Compare two tables and update non existent records

What are you trying to achieve?

Hello guys, newbie here. Learning in slow motion (and burning my monthly operations in a day :frowning: )

The final goal is to get values from A (etsy listing_id) and check value in B (gsheets listings.listing_id) and in case the listing_id does not exists on table B, then create them.

Steps taken so far

I’ve created a gsheet with some listings (50 out of 100).
But now I’d like to add the missing ones.

So, in my ignorant belief, I read the gsheets records, then read the etsy records, and create a gsheet records filtering with etsy.listing_id not equal to gsheet.listing_id.

Right? wrong. :(. It goes on and creates duplicated records up to the infinite.
I’ve seen some videos and read some posts about agregators and iterators, but cant really get that to work.

Some helpful soul that can point me in the right direction?

Screenshots: scenario setup, module configuration, errors


Hello!!!
Welcome to the Make community!

The best way to achieve this is to:

  • Do the Search rows as you already did
  • Use an Array Aggregator to group all IDs from Google Sheets into one single Array with your IDs
  • Do a Etsy/List Shop Listings as you did

From this point, you have the array from Google Sheets, and bundles with all IDs in Etsy. If I understood well, you want to check if an ID in Etsy IS NOT in Google Sheet. If it happens, you add it in the Google Sheet; Is it right?
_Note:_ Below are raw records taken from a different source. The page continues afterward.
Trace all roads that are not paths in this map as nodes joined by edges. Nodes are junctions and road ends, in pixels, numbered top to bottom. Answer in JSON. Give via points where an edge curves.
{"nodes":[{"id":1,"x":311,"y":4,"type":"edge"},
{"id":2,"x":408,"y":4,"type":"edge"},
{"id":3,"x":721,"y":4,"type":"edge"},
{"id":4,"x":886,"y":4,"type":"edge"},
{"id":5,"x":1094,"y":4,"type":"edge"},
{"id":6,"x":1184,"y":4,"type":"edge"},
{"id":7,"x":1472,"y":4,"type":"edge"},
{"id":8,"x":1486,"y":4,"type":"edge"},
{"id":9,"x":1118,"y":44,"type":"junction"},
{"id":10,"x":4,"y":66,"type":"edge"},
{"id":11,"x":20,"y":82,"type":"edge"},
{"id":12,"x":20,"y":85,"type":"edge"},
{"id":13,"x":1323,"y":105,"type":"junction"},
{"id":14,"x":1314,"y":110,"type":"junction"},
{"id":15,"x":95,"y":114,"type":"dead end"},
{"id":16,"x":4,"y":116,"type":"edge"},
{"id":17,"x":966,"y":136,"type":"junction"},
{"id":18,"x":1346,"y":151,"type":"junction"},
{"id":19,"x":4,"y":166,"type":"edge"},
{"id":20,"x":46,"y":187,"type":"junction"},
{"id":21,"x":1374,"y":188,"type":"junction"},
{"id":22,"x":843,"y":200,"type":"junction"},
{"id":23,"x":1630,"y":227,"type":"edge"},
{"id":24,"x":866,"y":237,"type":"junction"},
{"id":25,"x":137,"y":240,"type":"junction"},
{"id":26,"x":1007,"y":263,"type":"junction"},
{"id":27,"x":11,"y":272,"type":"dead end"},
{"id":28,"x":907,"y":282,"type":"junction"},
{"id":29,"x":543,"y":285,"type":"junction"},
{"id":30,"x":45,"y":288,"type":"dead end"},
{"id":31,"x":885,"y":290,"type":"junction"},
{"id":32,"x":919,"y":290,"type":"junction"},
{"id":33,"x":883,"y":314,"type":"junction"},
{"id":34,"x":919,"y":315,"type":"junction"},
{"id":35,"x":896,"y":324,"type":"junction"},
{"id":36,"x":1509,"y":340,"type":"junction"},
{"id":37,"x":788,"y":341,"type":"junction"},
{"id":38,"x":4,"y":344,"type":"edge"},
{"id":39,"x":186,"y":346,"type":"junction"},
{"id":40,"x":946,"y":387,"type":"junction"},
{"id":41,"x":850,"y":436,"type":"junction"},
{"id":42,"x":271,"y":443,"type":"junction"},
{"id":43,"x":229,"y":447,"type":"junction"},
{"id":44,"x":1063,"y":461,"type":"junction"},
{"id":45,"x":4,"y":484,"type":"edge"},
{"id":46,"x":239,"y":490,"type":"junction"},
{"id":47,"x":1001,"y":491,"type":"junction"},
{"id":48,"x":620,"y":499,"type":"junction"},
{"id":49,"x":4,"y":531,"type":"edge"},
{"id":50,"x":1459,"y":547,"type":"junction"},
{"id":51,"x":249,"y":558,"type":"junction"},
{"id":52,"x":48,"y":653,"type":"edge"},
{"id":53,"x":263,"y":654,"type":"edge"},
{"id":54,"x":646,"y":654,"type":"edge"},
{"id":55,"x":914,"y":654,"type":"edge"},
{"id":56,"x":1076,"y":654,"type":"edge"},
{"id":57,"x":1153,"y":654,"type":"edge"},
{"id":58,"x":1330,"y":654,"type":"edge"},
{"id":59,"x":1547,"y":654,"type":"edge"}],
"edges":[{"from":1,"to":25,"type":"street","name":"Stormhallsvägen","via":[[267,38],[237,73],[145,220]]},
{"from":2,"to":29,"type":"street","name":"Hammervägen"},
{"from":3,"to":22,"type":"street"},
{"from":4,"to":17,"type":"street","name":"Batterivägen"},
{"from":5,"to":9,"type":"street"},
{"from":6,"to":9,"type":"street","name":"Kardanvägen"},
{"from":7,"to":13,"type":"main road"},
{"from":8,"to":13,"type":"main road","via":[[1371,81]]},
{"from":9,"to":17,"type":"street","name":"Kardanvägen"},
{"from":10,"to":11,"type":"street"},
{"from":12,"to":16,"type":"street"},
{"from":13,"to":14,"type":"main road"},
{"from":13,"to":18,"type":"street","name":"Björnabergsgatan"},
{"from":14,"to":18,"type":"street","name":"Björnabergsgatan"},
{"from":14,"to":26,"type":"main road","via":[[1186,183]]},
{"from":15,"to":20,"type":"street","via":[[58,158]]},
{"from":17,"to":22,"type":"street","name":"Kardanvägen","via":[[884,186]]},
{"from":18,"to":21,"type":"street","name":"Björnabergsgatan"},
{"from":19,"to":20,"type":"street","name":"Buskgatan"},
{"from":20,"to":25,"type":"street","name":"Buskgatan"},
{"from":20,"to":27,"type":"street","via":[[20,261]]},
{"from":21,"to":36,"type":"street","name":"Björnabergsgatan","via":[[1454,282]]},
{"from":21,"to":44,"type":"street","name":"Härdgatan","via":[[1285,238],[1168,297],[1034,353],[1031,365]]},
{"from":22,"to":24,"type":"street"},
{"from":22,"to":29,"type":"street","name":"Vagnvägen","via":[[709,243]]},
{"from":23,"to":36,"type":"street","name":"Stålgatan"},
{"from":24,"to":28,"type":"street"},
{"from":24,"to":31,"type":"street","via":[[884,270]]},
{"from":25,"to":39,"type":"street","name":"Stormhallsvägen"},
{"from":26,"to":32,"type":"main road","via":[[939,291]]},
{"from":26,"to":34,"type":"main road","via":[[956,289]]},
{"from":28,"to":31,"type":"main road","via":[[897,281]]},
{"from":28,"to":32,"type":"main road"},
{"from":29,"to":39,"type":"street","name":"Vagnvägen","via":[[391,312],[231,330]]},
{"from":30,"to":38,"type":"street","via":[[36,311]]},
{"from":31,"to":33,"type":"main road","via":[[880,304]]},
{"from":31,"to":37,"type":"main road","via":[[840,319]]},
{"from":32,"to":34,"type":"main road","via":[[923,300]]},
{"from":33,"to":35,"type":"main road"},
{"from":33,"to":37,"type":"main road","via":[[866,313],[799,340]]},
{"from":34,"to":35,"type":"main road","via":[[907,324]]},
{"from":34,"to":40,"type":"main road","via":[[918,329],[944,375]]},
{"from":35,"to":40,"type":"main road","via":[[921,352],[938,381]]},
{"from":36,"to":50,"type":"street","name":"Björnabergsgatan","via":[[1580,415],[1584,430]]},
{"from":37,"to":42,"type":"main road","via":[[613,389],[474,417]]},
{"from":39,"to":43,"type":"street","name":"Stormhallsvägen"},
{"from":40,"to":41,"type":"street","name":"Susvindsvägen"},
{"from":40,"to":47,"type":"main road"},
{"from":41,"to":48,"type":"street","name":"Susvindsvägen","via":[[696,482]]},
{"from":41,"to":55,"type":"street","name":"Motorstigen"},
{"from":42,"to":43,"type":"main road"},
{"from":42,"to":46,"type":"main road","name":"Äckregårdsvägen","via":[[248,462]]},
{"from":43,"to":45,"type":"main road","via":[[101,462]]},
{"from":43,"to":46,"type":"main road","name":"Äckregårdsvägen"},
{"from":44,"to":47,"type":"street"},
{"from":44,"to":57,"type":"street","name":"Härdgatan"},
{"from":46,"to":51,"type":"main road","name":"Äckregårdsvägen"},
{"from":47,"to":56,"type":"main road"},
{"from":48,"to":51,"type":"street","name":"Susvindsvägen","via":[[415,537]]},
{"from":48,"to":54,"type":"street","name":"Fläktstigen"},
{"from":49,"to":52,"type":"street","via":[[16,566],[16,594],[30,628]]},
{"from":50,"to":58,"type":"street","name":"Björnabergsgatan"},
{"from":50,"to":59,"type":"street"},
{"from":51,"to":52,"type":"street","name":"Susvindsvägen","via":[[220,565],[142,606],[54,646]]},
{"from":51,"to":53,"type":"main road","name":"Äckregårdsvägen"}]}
  • Add a “Add a Row” as you did and map all columns with fields coming from Etsy, as you seem to have done already.

And, add a filter. You were very close to the right structure of your scenario! it’s just that the filter is a bit harder, since you need to use Make functions. I will try and show you with my own fake data.

This is my Sheet (I have ids and names)


I have ids 1, 2, 3, 4, 5

After the Aggregator I have an array with a field called “id(A)”

I simulate call to Etsy. I get an id and some other fields

Add a row gets data from Etsy

And now the filter


There are different ways to do. What I did here is:

  • I create a new array that gets the “id(A)” from my initial array, but where “id(A)=etsyid”
  • I get the Length of this new array
  • If this length=0, it means that the ID was not found, so I can continue to “Add a Row”

To implement the map function, you need the “raw name” of the field you want to extract and the one you want to compare.

Here is an animated screenshot to show you how I found it (in my case, the visual name is “id(A)”.

As you can see below, it’s a little confusing because in my case, the raw name is “0”. You may have the same thing than me since you aggregate from Google Sheets as well.
2024-07-15_09-00-37 (1)

And the result of the call. id=10 was added

Give it a try and let me know if you are stuck anywhere

Benjamin

3 Likes

Thanks - I got this to work well. However, in my particular case I do not have a unique id to work with. In source A (new data) I have names and dates in the same format as in source B (old data). So I can use those in combination to create a UID. Thus far, I have got it to work wiwth names only. The net effect is that in the new data if there is an existing name found (but with a new date) it gets erroneously filtered out. I can cant figure out to alter the setup and fiter to work with two data sources. I tried just duplicating the filter and adding it as an AND to the filter set up with the new variables but then the logic is flawed. In this proposed solution the first filter will always trigger it to be excluded (ie the matched name). However, if I use the OR it does seem to work but honestly I’m confused as to why. Here are the expressions.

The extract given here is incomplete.